• [GIVEN ENTRIES]:
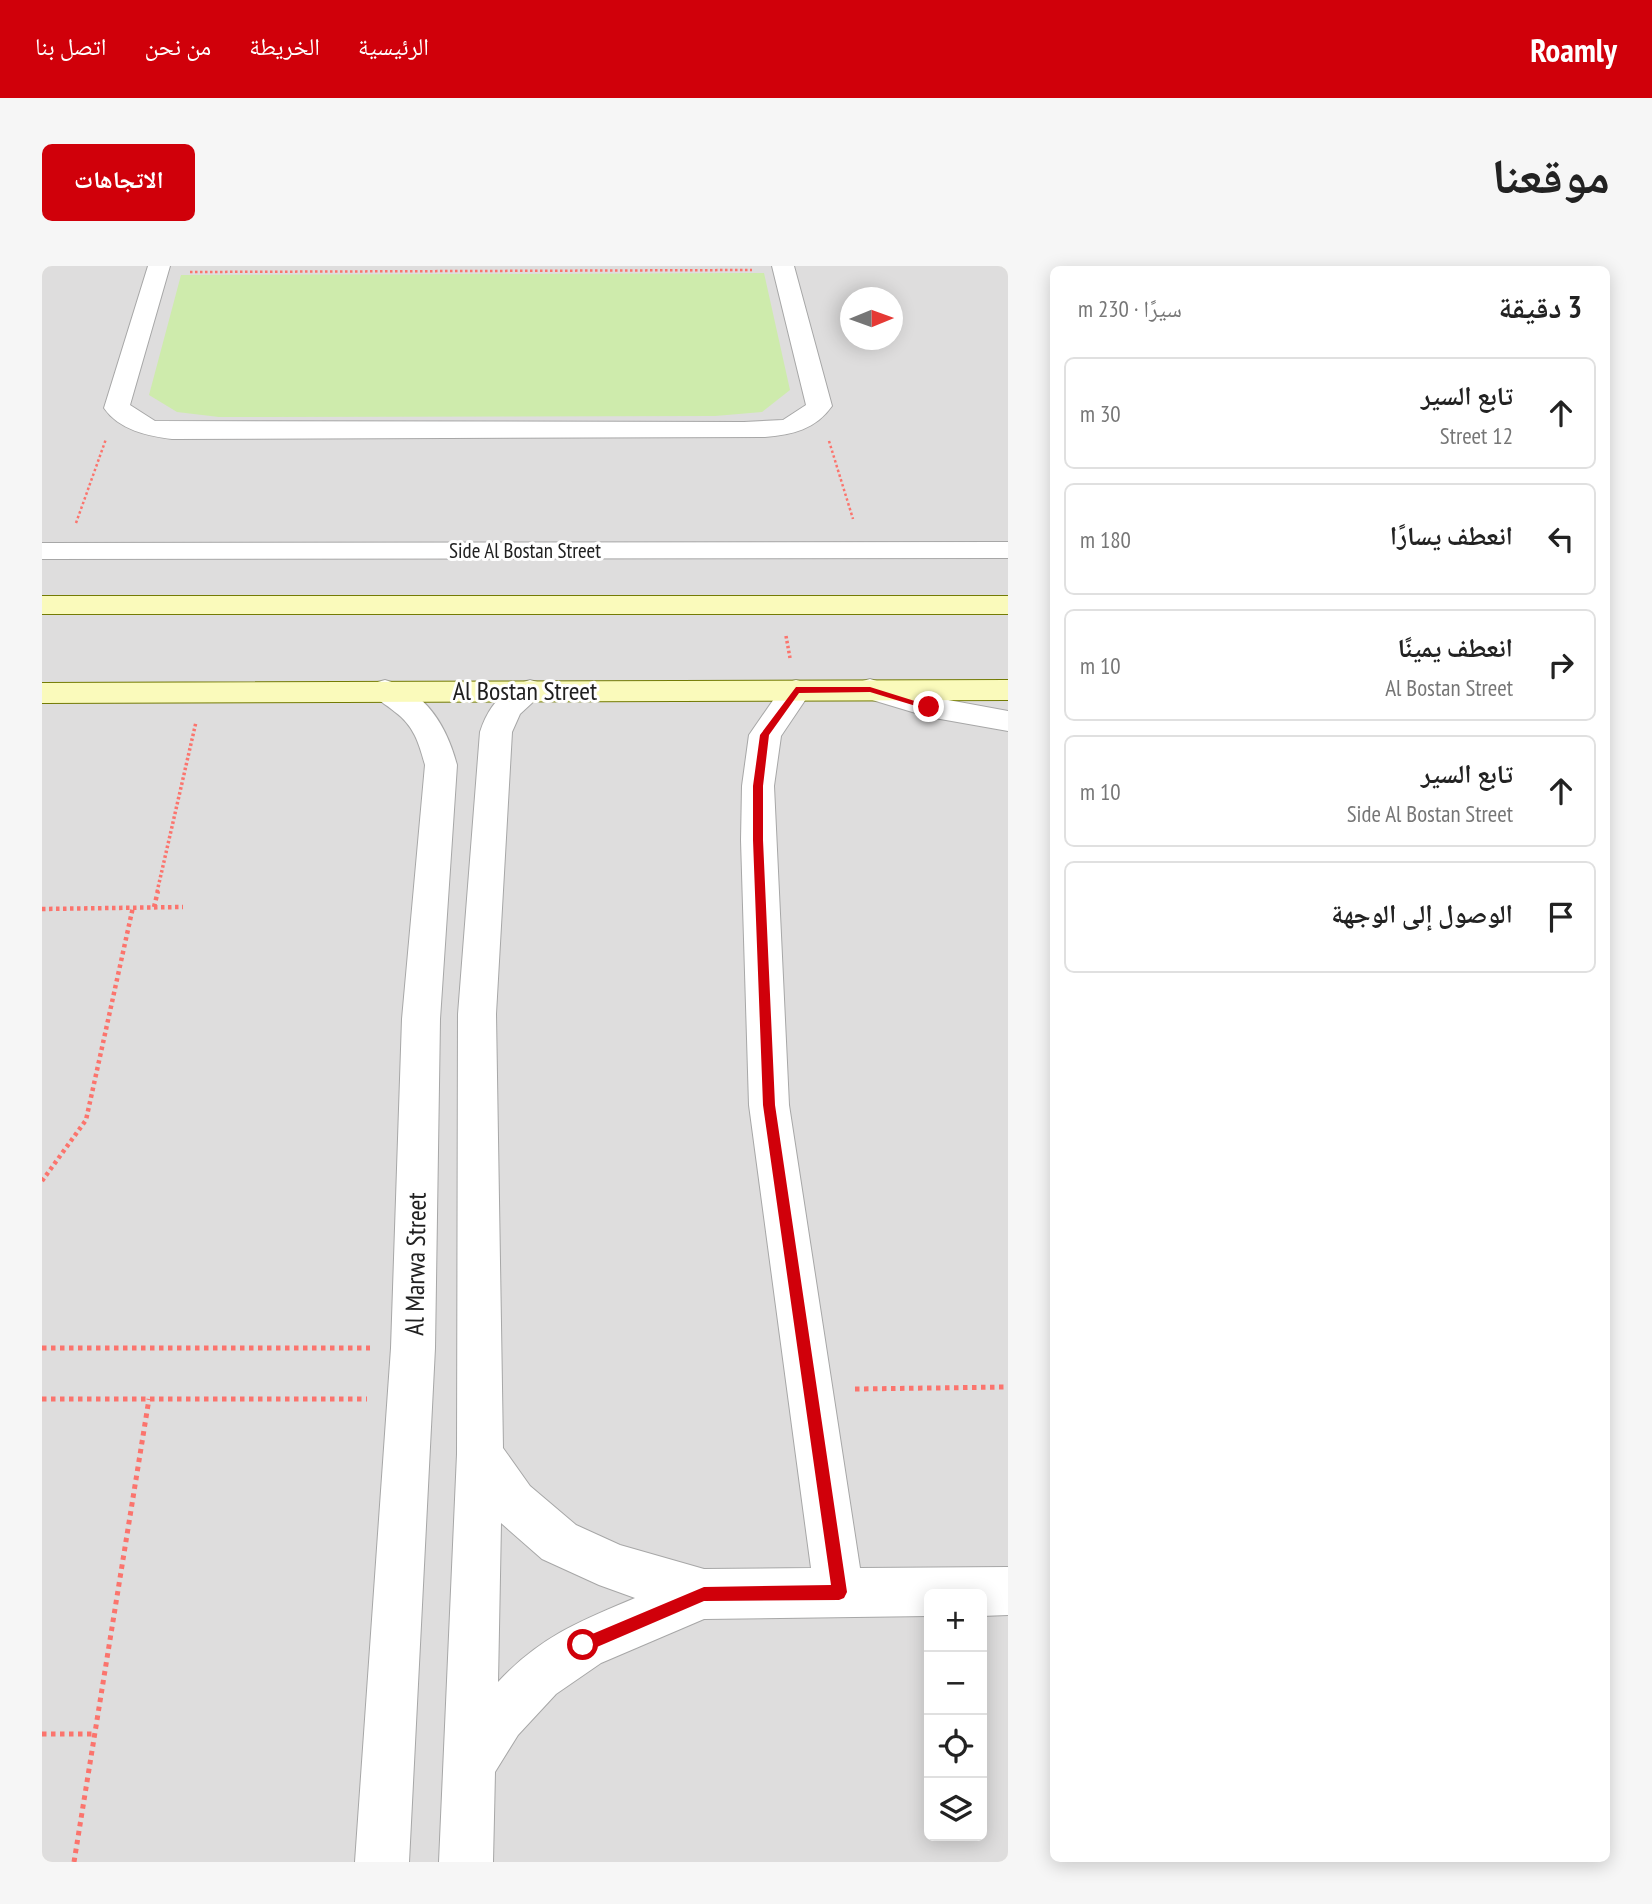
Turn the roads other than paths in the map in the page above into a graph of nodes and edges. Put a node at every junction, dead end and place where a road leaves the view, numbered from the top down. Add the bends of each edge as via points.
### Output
1 (783, 268) edge
2 (159, 269) edge
3 (1008, 550) edge
4 (54, 551) edge
5 (42, 605) edge
6 (1008, 605) edge
7 (386, 690) junction
8 (530, 690) junction
9 (796, 690) junction
10 (870, 690) junction
11 (1008, 690) edge
12 (42, 693) edge
13 (1008, 721) edge
14 (480, 1454) junction
15 (1008, 1591) edge
16 (839, 1592) junction
17 (704, 1594) junction
18 (469, 1767) junction
19 (382, 1862) edge
20 (466, 1862) edge

1 - 2 street via 819,406 810,419 792,426 172,431 148,428 117,408
3 - 4 street, Side Al Bostan Street
5 - 6 street
7 - 8 street, Al Bostan Street
7 - 12 street, Al Bostan Street
7 - 19 street, Al Marwa Street via 415,709 434,735 441,765 421,1019 413,1348
8 - 9 street, Al Bostan Street
8 - 14 street via 501,715 496,732 477,1014
9 - 10 street, Al Bostan Street
9 - 16 street via 765,735 758,786 769,1105
10 - 11 street, Al Bostan Street
10 - 13 street via 929,707
14 - 17 street via 513,1502 559,1542 616,1568
14 - 18 street
15 - 16 street
16 - 17 street
17 - 18 street via 583,1645 538,1676 500,1717
18 - 20 street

• [TRY IT]: All the lines above need to be repeated exactly, with no pictures carried over.

• [WRITTEN ANSWER]:
Turn the roads other than paths in the map in the page above into a graph of nodes and edges. Put a node at every junction, dead end and place where a road leaves the view, numbered from the top down. Add the bends of each edge as via points.
### Output
1 (783, 268) edge
2 (159, 269) edge
3 (1008, 550) edge
4 (54, 551) edge
5 (42, 605) edge
6 (1008, 605) edge
7 (386, 690) junction
8 (530, 690) junction
9 (796, 690) junction
10 (870, 690) junction
11 (1008, 690) edge
12 (42, 693) edge
13 (1008, 721) edge
14 (480, 1454) junction
15 (1008, 1591) edge
16 (839, 1592) junction
17 (704, 1594) junction
18 (469, 1767) junction
19 (382, 1862) edge
20 (466, 1862) edge

1 - 2 street via 819,406 810,419 792,426 172,431 148,428 117,408
3 - 4 street, Side Al Bostan Street
5 - 6 street
7 - 8 street, Al Bostan Street
7 - 12 street, Al Bostan Street
7 - 19 street, Al Marwa Street via 415,709 434,735 441,765 421,1019 413,1348
8 - 9 street, Al Bostan Street
8 - 14 street via 501,715 496,732 477,1014
9 - 10 street, Al Bostan Street
9 - 16 street via 765,735 758,786 769,1105
10 - 11 street, Al Bostan Street
10 - 13 street via 929,707
14 - 17 street via 513,1502 559,1542 616,1568
14 - 18 street
15 - 16 street
16 - 17 street
17 - 18 street via 583,1645 538,1676 500,1717
18 - 20 street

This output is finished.